"As it turns out, though, there was a third category of young men in those years: those who essentially steered clear of the Vietnam experience
, who, as our vice president put it inelegantly but accurately, had ‘other priorities in the sixties.’ Critics have sometimes spoken of such Bush administration figures as ‘chickenhawks’ for their lack of war experience. But this is actually inaccurate.
They were warriors of a sort -- screen warriors. They had an abundance of combat experience because, unlike their peers, they never left the confines of those movie theaters, where American war was always glorious, our military men always out on some frontier, and the Indians, or their modern equivalents, always falling by their scores before our might as the cavalry bugle sounded or the Marine Hymn welled up.
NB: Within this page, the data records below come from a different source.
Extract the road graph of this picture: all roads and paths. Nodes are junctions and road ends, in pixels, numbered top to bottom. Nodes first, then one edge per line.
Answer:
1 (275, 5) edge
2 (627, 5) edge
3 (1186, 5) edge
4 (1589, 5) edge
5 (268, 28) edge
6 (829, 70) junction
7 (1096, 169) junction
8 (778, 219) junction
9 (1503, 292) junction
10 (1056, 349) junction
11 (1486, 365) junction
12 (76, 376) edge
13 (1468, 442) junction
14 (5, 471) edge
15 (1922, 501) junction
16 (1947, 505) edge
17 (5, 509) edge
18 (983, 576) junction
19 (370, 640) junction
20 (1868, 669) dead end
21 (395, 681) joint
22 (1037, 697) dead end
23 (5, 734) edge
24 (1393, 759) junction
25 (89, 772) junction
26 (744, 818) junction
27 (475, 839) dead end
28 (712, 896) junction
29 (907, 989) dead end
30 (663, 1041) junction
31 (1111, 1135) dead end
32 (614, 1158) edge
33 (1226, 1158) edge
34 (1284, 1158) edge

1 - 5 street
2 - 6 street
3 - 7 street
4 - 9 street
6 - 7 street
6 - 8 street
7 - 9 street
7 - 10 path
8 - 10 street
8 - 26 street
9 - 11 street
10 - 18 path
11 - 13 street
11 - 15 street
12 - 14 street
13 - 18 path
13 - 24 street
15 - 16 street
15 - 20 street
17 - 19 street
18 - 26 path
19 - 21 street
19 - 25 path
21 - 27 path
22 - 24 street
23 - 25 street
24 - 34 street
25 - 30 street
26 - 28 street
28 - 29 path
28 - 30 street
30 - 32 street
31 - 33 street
By avoiding becoming either the warriors or the anti-warriors of the Vietnam era, they managed to remain quite deeply embedded in centuries of triumphalist frontier mythology. They were, in a sense, the Peter Pans of American war play.
"...From that same childhood undoubtedly came President Bush’s repeated urge to dress up in an assortment of ‘commander-in-chief’ military outfits, much in the style of a G.I. Joe 'action figure.' (Think: doll). It's visibly clear that our president has long found delight -- actual pleasure -- in his war-making role, as he did in his Top Gun, 'mission accomplished' landing on that aircraft carrier back in 2003..."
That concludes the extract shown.